A emergente iniciativa chinesa "Um Cinturão, Uma Estrada" inclui extensiva infraestrutura no vizinho Paquistão que envolve portos, rodovias e ferrovias, oleodutos, gasodutos, produção de energia e muito mais.

O porto de Gwadar na província do Baloquistão, no oeste do Paquistão, está localizado no exato centro dos principais esforços de terroristas e grupos de oposição patrocinados pelos EUA para separar toda essa área, tirando-a do controle do Paquistão, e estabelecendo ali um estado independente.

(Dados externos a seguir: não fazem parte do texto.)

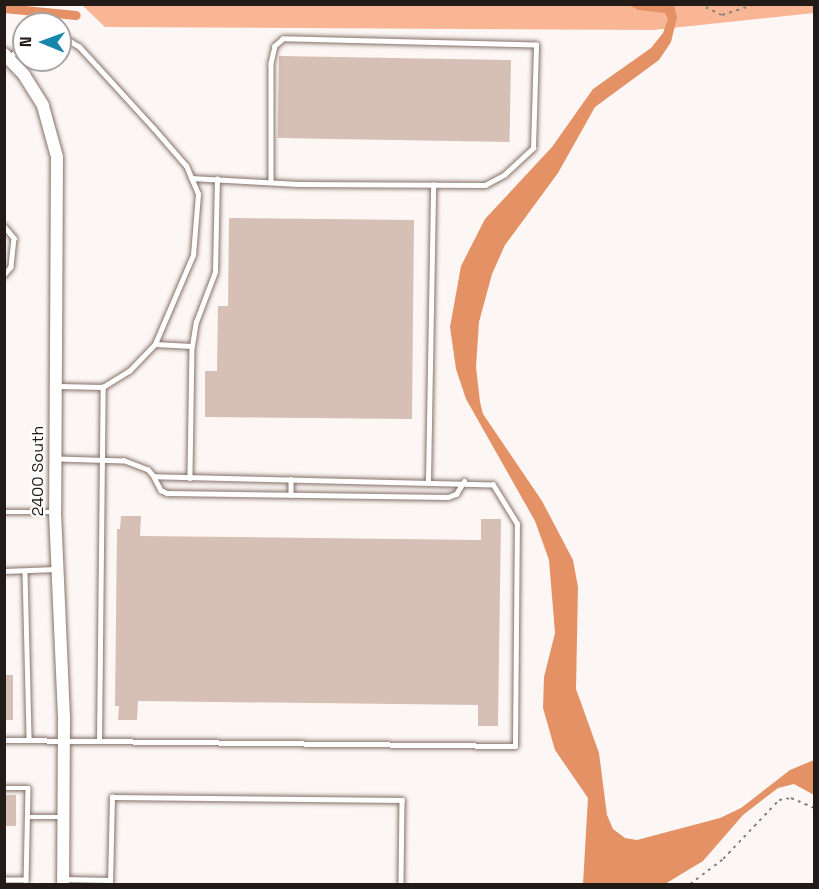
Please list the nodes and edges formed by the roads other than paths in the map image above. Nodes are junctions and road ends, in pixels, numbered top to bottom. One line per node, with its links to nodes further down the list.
1 (72, 43): 3 (lane)
2 (10, 59): 11 (street, 2400 South)
3 (191, 178): 4 (lane); 9 (lane)
4 (217, 180): 5 (lane); 10 (lane)
5 (271, 182): 6 (lane); 6 (lane)
6 (433, 185): 18 (lane)
7 (4, 226): 8 (lane)
8 (4, 275)
9 (155, 344): 10 (lane); 12 (lane)
10 (192, 346): 16 (lane)
11 (55, 386): 12 (lane); 13 (street, 2400 South)
12 (103, 387): 14 (lane)
13 (55, 459): 14 (lane); 22 (street, 2400 South)
14 (102, 460): 15 (lane); 29 (lane)
15 (154, 477): 16 (lane); 20 (lane)
16 (190, 478): 17 (lane)
17 (291, 479): 18 (lane); 20 (lane)
18 (428, 481): 19 (lane)
19 (464, 481): 20 (lane); 29 (lane)
20 (291, 495)
21 (4, 512): 22 (lane)
22 (54, 512): 23 (street, 2400 South)
23 (56, 569): 24 (lane); 28 (street, 2400 South)
24 (26, 571): 25 (lane); 26 (lane)
25 (4, 572)
26 (29, 739): 27 (lane); 28 (lane)
27 (4, 740)
28 (64, 740): 29 (lane); 32 (street, 2400 South)
29 (99, 741)
30 (4, 788): 31 (lane)
31 (28, 817): 32 (lane); 33 (lane)
32 (64, 817): 34 (street, 2400 South)
33 (4, 880)
34 (63, 882): 35 (lane)
35 (110, 882): 36 (lane)
36 (401, 885)

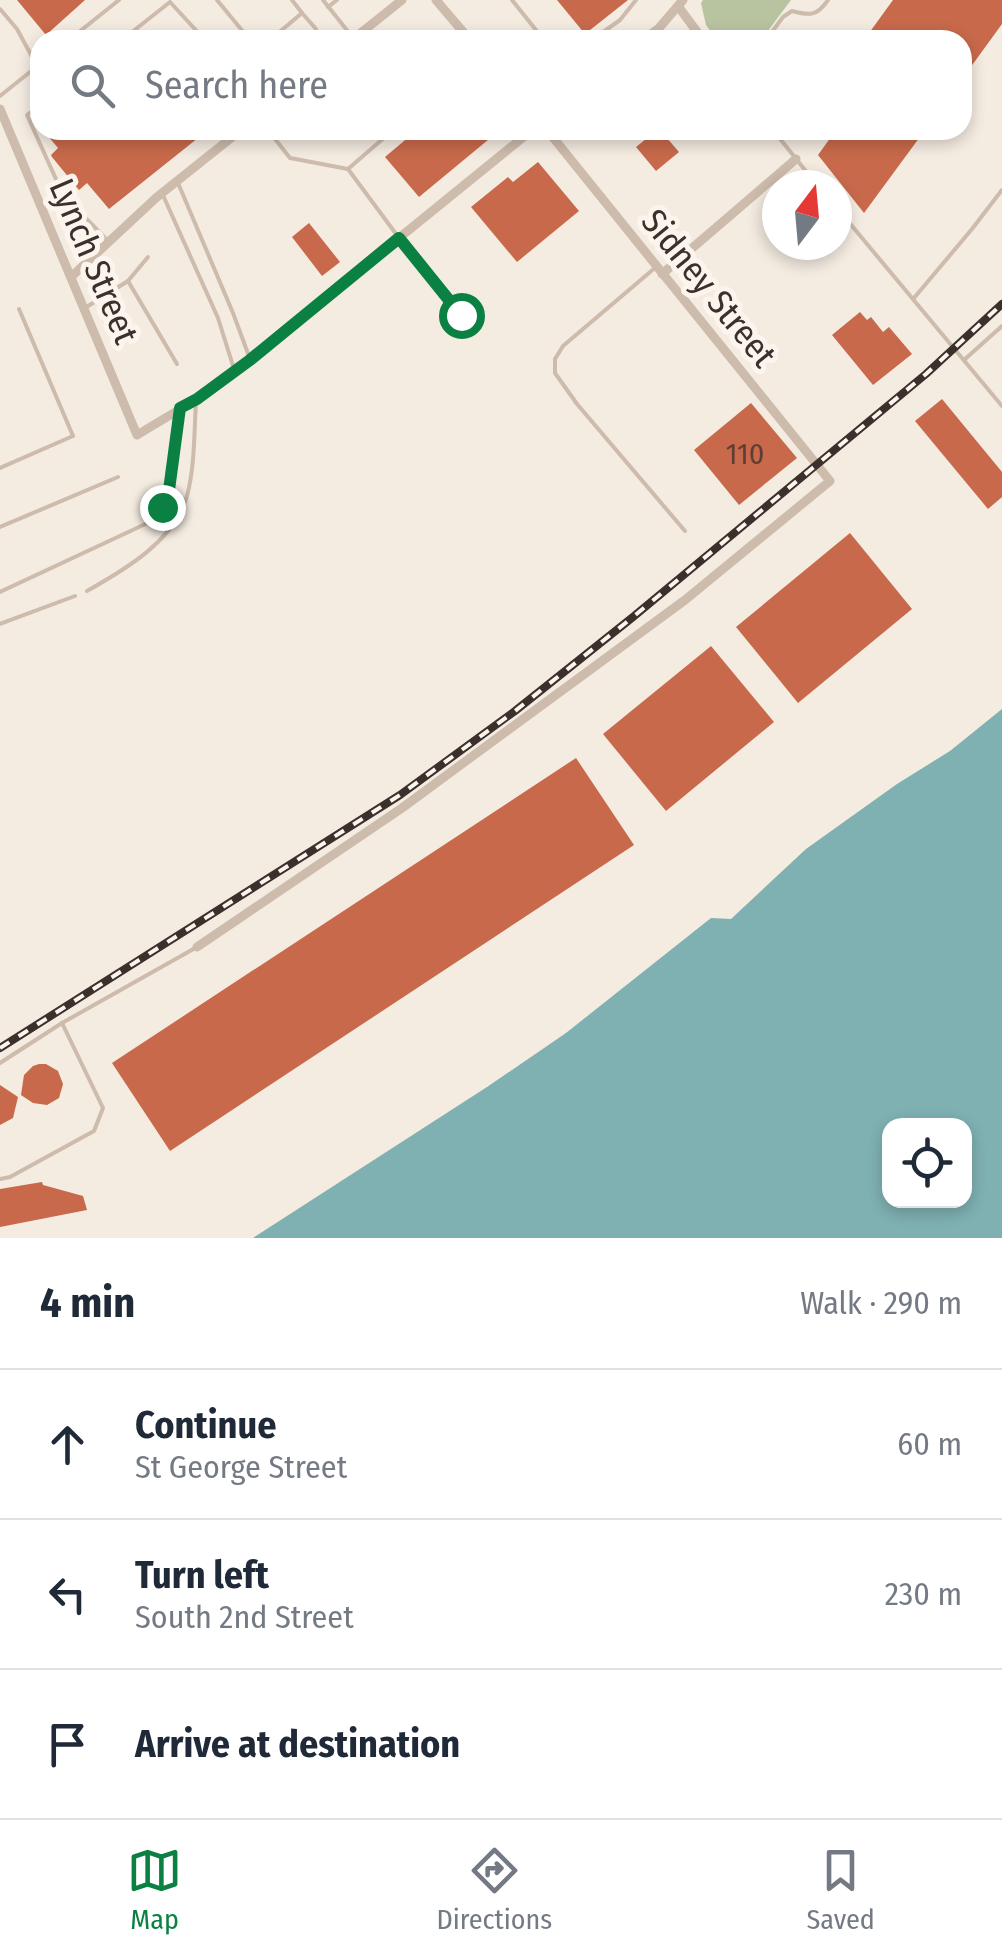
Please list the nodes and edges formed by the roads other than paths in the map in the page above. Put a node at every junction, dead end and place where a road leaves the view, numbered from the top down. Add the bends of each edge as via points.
1 (217, 0) edge
2 (292, 0) edge
3 (323, 0) edge
4 (337, 0) edge
5 (402, 0) edge
6 (436, 0) edge
7 (512, 0) edge
8 (636, 0) edge
9 (828, 0) edge
10 (115, 1) edge
11 (681, 3) edge
12 (328, 7) junction
13 (0, 9) edge
14 (302, 13) junction
15 (316, 29) dead end
16 (82, 30) edge
17 (135, 30) edge
18 (197, 30) edge
19 (242, 30) edge
20 (282, 30) edge
21 (346, 30) edge
22 (364, 30) edge
23 (462, 30) edge
24 (536, 30) edge
25 (606, 30) edge
26 (654, 30) edge
27 (696, 30) edge
28 (774, 30) edge
29 (30, 50) edge
30 (30, 72) edge
31 (0, 96) edge
32 (0, 109) edge
33 (38, 140) edge
34 (228, 140) edge
35 (276, 140) edge
36 (382, 140) edge
37 (520, 140) edge
38 (555, 140) edge
39 (781, 140) edge
40 (796, 160) junction
41 (348, 170) junction
42 (805, 170) edge
43 (177, 181) junction
44 (1002, 190) edge
45 (162, 193) junction
46 (852, 226) edge
47 (399, 238) junction
48 (109, 242) junction
49 (148, 257) dead end
50 (659, 271) junction
51 (71, 277) junction
52 (128, 280) junction
53 (913, 299) junction
54 (85, 308) junction
55 (18, 310) dead end
56 (461, 315) dead end
57 (1002, 326) edge
58 (250, 360) junction
59 (964, 360) junction
60 (177, 364) dead end
61 (234, 370) junction
62 (197, 399) junction
63 (1002, 406) edge
64 (180, 408) junction
65 (0, 468) edge
66 (118, 477) dead end
67 (0, 526) edge
68 (685, 532) dead end
69 (87, 590) dead end
70 (0, 592) edge
71 (75, 596) dead end
72 (0, 624) edge
73 (197, 947) joint
74 (62, 1023) junction
75 (0, 1063) edge
76 (0, 1179) edge

1 - 19 lane
2 - 14 lane
3 - 12 lane
4 - 12 lane
5 - 22 street
6 - 23 street
7 - 24 lane
8 - 25 lane
9 - 28 lane via 806,15 792,11
10 - 16 lane
11 - 26 street
11 - 27 street
12 - 21 lane
13 - 29 lane
14 - 15 lane
14 - 20 lane
17 - 18 lane via 170,2
30 - 31 lane
32 - 51 street, Lynch Street
33 - 48 lane via 60,188
34 - 43 street
35 - 41 lane via 290,158
36 - 41 lane
37 - 47 street
38 - 50 street, Sidney Street
39 - 40 lane
40 - 42 lane
40 - 50 street
41 - 47 lane
43 - 45 street
43 - 58 lane
44 - 53 lane
45 - 48 street
45 - 61 lane
46 - 53 lane
47 - 56 street
47 - 58 street
48 - 51 street
49 - 52 lane
50 - 68 lane via 563,346 555,373
50 - 73 street, Sidney Street via 830,481 685,600 402,808
51 - 54 street, Lynch Street
52 - 54 lane
52 - 60 lane
53 - 59 lane
54 - 64 street, Lynch Street via 138,434
55 - 65 lane via 73,436
57 - 59 lane
58 - 61 street
59 - 63 lane
61 - 62 street
62 - 64 street
62 - 69 lane via 186,499 174,523 121,572
64 - 70 lane via 169,490 154,520
66 - 67 lane
71 - 72 lane
73 - 74 lane
74 - 75 lane
74 - 76 lane via 104,1108 94,1131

Movimentos no Baloquistão – tanto políticos como militantes – têm recebido imenso apoio dos EUA, inclusive de programas da agência norte-americana National Endowment for Democracy que promovem movimentos independentistas, organização política, protestos e veículos da mídia-empresa mobilizados contra o governo paquistanês.

Nas páginas de documentos políticos norte-americanos políticos conspiraram abertamente para organizar no Baloquistão uma resistência armada contra Islamabad, observando o quanto esse tipo de movimento seria estrategicamente danoso a qualquer aspiração de crescimento na região que tivessem o Paquistão e a China.

Em documento de 2012 publicado pela ONG Carnegie Endowment for International Peace intitulado, "Pakistan: The Resurgence of Baluch Nationalism" (PDF) [Paquistão: O ressurgimento do nacionalismo Baloque], lê-se claramente [negritos meus]:


Se o Baloquistão tornar-se independente, será que o Paquistão suportará mais um desmembramento – já se passaram 34 anos desde a secessão de Bangladesh – e que efeito teria isso na estabilidade regional? O Paquistão perderia grande parte de seus recursos naturais e ficaria mais dependente do Oriente Médio para suprimentos de energia. Embora atualmente os recursos do Baloquistão estejam sendo subexplorados e só beneficiem províncias não baloques, especialmente o Punjab, esses recursos com certeza contribuiriam para o desenvolvimento de um Baloquistão independente.

A independência do Baloquistão também ceifaria as esperanças de Islamabad quanto ao porto de Gwadar e outros projetos relacionados. E seria o fim de qualquer possibilidade de o Paquistão tornar-se mais atraente para o resto do mundo.


Mas nem só o Paquistão perderia em relação ao Porto de Gwadar: a China também perderia, o que faria aumentar as chances dos EUA, no esforço para restabelecer sua supremacia regional na Eurásia.

Contudo, se os EUA retirassem seus soldados do Afeganistão – aqueles planos estariam gravemente prejudicados, se não completamente falidos. Assim, temos mais um presidente dos EUA que prometeu retirar o país da guerra sem fim no Afeganistão, mas que muito previsivelmente já se desmentiu. Em vez de combater contra Al Qaeda e o chamado "Estado Islâmico" na fonte – na Arábia Saudita, no Qatar ou até mesmo na própria Washington – o presidente Trump propôs aos norte-americanos desperdiçar ainda mais sangue e dinheiro para fingir que os combate no Afeganistão.


E por menos que o presidente Trump tenha prometido "construir a nação" afegã, é claro que uma das condições necessárias para que os EUA se retirem do Afeganistão é que haja em Cabul regime criado à própria imagem dos EUA e de seus interesses, os quais mandam minar sempre qualquer estabilidade que haja no vizinho Irã, na região paquistanesa do Baloquistão e, afinal, qualquer condição que favoreça a influência regional sempre crescente, da própria China.